Farrell consegue segurar o filme, praticamente sozinho. Foi uma escolha corajosa, por um personagem que passa quase o tempo inteiro na tela. Se o filme funciona, o ator deve levar bastante crédito por isso, apesar de estar um tanto artificial em uma das cenas mais tensas, no desfecho da trama. Também essencial é a participação de Kiefer Sutherland, transmitindo a sensação de perigo para o protagonista apenas com a voz. Sutherland é o elemento de maior destaque, igualmente responsável pelo sucesso da trama, pois se ele falhasse, o filme não transmitiria esse sentimento de ameaça iminente. Ainda no elenco, Forest Whitaker, como um policial que se envolve no caso, tem participação apenas burocrática.
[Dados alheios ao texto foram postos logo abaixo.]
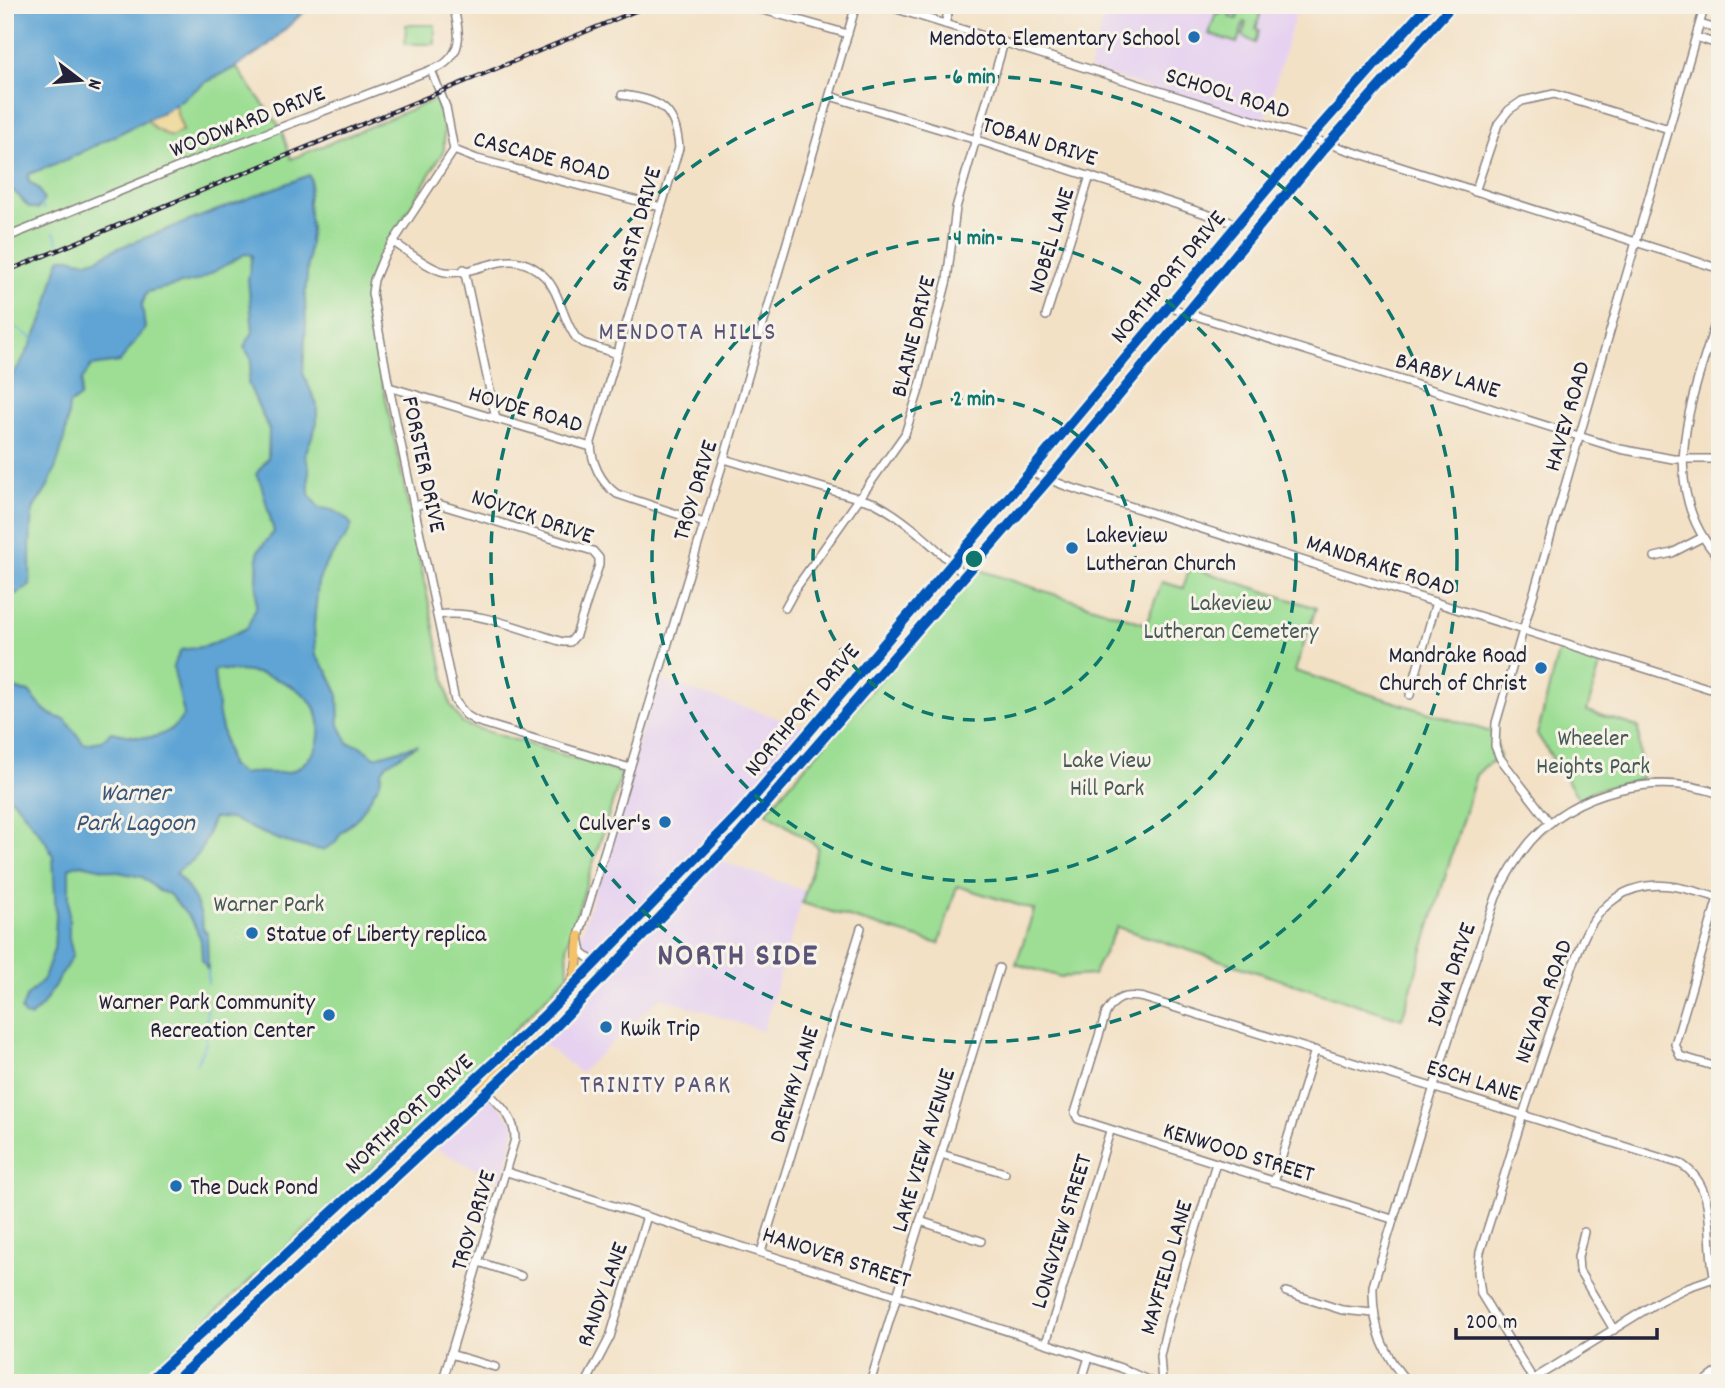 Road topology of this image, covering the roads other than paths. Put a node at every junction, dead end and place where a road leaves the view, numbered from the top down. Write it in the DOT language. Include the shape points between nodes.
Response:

Radha Mitchell e Katie Holmes têm pouquíssimo a fazer, especialmente a última que, ao todo, não deve somar nem três minutos em cena. 

O diretor Joel Schumacher consegue manter o suspense sempre de forma satisfatória. Como a trama se desenvolve praticamente em tempo real e em apenas um local, quase não sobram oportunidades para que Schumacher lance mão de mais recursos técnicos desnecessários. A exceção fica por conta de algumas divisões de tela absolutamente sem propósito. Fora isso, cria um clima de tensão permanente. 

Para isso, conta com o roteiro que cria sucessivos conflitos para o protagonista. Além de criar essas situações que não deixam a trama cair no marasmo – ajudado pela curta duração do filme que, afinal, não poderia mesmo ser muito estendido – , a principal qualidade do roteiro são seus diálogos, principalmente os do atirador, fundamentais para o andamento da trama, já que o filme é inteiramente baseado nesses diálogos entre o atirador e Stu. E apesar de alguns detalhes desnecessários, como os problemas particulares do policial interpretado por Forest Whitaker, sem nenhuma serventia para a trama, acerta, particularmente, na questão das motivações do atirador, não optando pela saída mais fácil em uma história como essa. 

"Por um Fio", que não deixa de ser um filme B pela sua trama, foi escrito por Larry Cohen, um veterano que obteve maior destaque comandando filmes de terror B, como o sangrento "Nasce um Monstro", com um recém-nascido modificado geneticamente que matava quem aparecesse em sua frente, e "A Coisa", que também funcionava como uma crítica ao consumismo. É exatamente com o roteiro de "Por um Fio" que Cohen começa a conseguir a atenção de grandes estúdios e melhores produções, e, como deu certo, já escreveu outro roteiro similar, sobre um homem que atende seu celular e recebe um pedido de ajuda de uma mulher raptada. 

"Por um Fio", foi inteiramente filmado em menos de duas semanas, e teve um orçamento de 10 milhões de dólares. Mesmo que seja esquecido pouco depois de terminada a projeção, oferece uma diversão eficiente durante sua exibição. É uma lembrança de que, mesmo sem orçamentos astronômicos, tramas complicadas ou efeitos mirabolantes, é possível se fazer um entretenimento de qualidade.